▶ **Task**
Go through the entries below and report how many lines contain the string "Очакова". Nothing but the number is wanted.

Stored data
━━━━━━━━
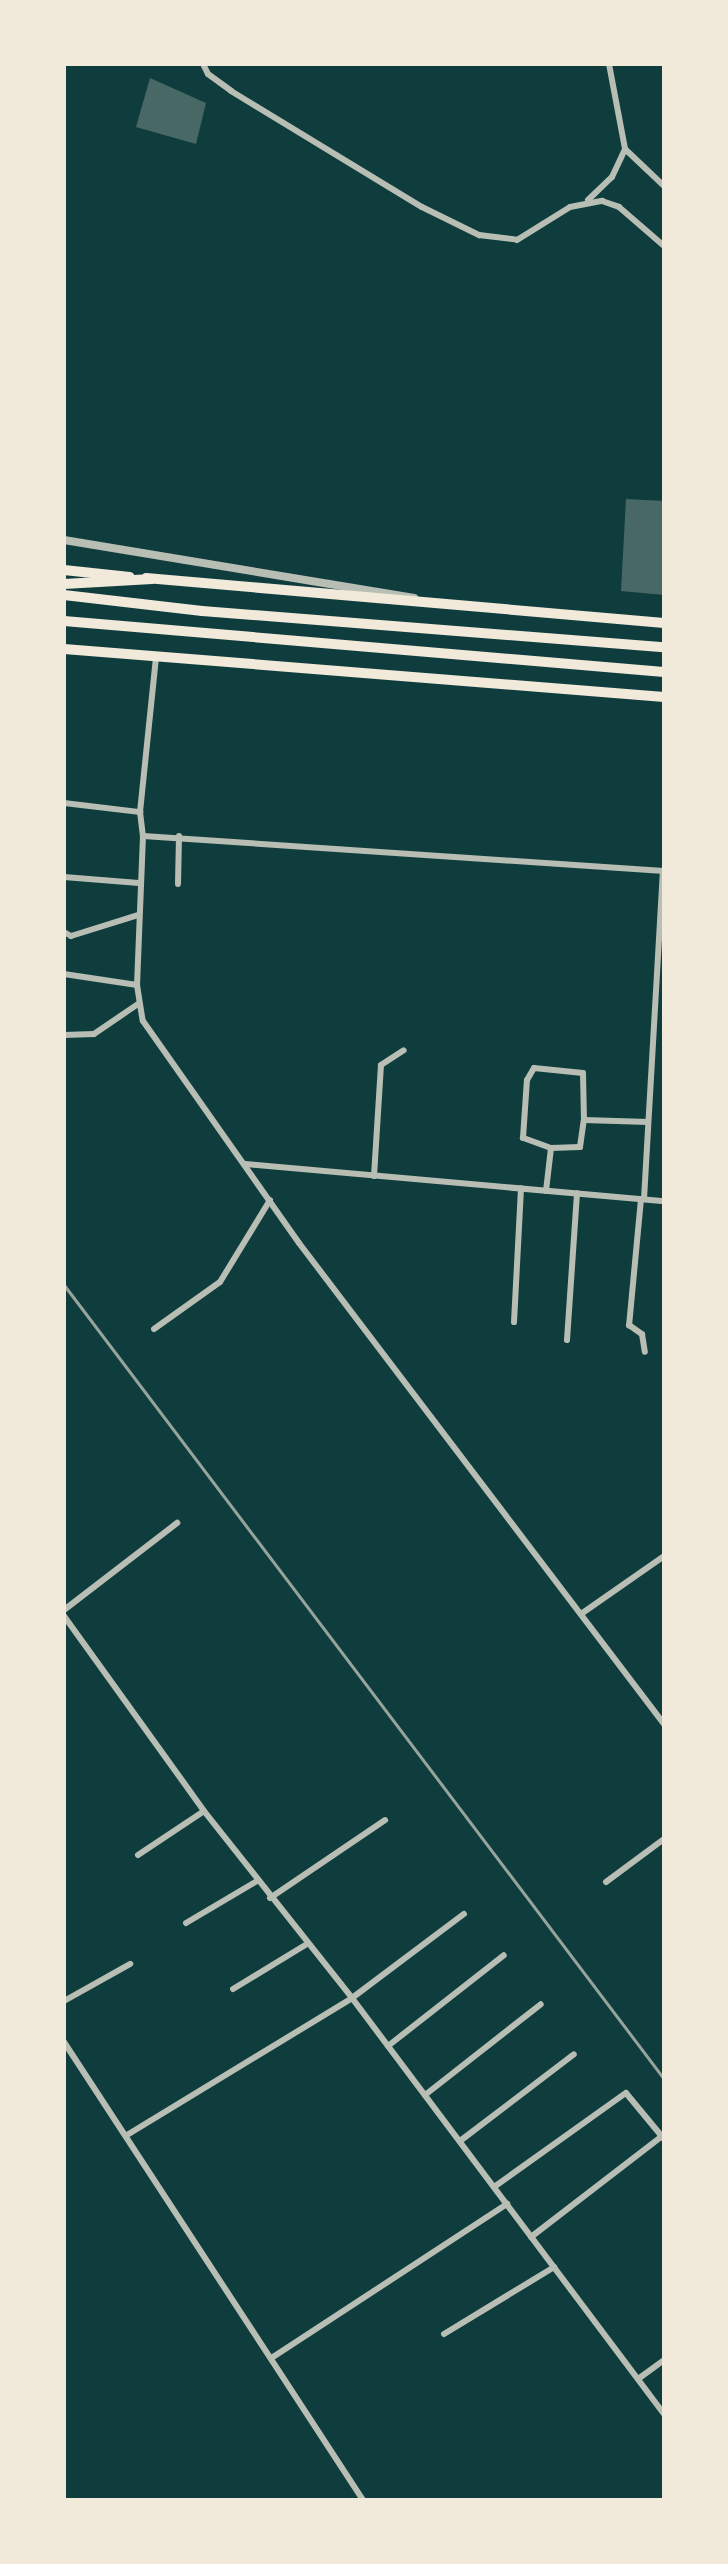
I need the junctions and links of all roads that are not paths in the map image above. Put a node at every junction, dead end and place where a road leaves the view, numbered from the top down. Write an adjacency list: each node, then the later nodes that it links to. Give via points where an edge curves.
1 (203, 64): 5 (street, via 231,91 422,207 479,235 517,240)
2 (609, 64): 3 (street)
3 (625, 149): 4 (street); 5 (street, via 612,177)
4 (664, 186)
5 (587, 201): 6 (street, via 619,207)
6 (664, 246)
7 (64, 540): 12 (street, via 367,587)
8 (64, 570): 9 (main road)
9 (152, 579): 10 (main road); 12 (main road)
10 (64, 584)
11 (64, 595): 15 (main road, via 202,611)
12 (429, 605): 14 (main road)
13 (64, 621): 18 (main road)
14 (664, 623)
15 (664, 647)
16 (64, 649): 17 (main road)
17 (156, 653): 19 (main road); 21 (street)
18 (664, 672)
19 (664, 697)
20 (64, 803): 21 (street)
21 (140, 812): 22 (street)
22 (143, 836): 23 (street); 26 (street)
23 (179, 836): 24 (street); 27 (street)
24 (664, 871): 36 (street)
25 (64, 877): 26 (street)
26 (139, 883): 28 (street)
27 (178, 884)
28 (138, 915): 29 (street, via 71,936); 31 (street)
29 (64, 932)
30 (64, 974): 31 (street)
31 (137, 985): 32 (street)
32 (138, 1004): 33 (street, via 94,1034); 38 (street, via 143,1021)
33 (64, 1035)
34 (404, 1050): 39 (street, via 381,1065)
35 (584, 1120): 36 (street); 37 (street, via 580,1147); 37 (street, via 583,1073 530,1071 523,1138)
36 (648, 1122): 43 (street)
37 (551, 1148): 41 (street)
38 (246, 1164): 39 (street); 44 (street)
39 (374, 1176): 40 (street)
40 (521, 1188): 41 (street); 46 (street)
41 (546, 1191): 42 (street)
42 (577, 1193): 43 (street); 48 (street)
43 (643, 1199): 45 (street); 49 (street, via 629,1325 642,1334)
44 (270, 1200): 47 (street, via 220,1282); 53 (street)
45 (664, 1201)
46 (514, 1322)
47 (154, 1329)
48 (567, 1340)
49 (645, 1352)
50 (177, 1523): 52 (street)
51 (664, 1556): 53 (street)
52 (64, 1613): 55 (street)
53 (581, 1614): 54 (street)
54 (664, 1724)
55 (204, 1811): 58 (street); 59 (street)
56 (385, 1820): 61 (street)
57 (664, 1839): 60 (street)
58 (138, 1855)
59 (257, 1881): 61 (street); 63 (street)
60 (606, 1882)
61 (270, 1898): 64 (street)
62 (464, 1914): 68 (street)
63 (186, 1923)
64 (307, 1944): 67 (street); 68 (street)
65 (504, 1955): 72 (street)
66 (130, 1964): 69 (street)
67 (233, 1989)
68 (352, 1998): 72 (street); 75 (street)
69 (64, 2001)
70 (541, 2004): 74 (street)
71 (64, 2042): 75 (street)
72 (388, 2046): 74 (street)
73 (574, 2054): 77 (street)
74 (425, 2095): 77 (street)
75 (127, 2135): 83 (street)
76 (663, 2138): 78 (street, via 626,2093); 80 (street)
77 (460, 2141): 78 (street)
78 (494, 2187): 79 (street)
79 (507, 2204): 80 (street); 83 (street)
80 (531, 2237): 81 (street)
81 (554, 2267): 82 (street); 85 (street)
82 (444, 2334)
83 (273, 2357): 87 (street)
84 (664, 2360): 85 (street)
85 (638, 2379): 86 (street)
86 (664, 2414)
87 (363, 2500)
━━━━━━━━
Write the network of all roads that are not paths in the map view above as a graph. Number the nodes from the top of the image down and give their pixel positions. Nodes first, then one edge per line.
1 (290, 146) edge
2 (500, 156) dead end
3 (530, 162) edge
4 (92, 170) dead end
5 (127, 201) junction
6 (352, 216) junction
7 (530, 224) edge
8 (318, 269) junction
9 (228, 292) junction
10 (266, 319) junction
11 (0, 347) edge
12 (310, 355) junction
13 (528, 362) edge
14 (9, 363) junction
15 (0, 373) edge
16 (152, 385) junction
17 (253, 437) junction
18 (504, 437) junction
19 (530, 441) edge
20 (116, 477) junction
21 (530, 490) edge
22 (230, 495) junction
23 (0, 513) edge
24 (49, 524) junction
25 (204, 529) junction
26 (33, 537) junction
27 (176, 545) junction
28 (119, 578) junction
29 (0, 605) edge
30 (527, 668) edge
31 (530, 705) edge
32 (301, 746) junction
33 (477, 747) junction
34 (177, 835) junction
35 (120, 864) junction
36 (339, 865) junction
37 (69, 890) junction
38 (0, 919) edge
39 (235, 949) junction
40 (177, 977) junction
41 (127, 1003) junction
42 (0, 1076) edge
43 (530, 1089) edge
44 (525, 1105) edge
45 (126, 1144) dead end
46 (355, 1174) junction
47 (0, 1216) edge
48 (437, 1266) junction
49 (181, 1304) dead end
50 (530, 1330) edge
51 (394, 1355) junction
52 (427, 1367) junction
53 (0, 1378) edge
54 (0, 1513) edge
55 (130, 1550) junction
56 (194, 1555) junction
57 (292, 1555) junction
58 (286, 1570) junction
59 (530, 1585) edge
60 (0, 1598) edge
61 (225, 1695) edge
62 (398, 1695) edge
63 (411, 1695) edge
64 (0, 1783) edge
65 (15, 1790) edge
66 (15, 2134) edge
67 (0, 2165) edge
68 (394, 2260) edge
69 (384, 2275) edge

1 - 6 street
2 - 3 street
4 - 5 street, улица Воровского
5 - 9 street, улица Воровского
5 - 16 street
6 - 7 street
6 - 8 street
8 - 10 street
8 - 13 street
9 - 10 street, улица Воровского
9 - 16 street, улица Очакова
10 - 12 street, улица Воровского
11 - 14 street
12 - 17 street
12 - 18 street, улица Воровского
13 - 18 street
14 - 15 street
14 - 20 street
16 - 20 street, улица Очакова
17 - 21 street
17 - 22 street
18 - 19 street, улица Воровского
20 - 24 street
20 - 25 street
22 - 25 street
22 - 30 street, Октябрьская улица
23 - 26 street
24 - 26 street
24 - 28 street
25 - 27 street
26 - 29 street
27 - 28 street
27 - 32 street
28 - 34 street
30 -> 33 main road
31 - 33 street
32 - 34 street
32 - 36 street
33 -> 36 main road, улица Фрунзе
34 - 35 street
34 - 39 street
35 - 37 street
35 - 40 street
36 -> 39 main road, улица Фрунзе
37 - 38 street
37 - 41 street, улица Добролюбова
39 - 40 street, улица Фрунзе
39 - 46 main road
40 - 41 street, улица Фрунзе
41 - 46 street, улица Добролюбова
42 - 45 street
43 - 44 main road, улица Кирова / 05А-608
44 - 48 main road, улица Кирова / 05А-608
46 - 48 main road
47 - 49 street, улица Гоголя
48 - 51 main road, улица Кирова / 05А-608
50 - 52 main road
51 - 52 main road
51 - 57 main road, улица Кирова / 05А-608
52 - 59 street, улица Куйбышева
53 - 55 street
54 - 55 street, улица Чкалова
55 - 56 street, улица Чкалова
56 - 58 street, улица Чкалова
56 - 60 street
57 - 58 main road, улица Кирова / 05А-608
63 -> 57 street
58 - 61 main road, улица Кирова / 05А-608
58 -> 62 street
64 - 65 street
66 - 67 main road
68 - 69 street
━━━━━━━━
▶ **Expected output**
2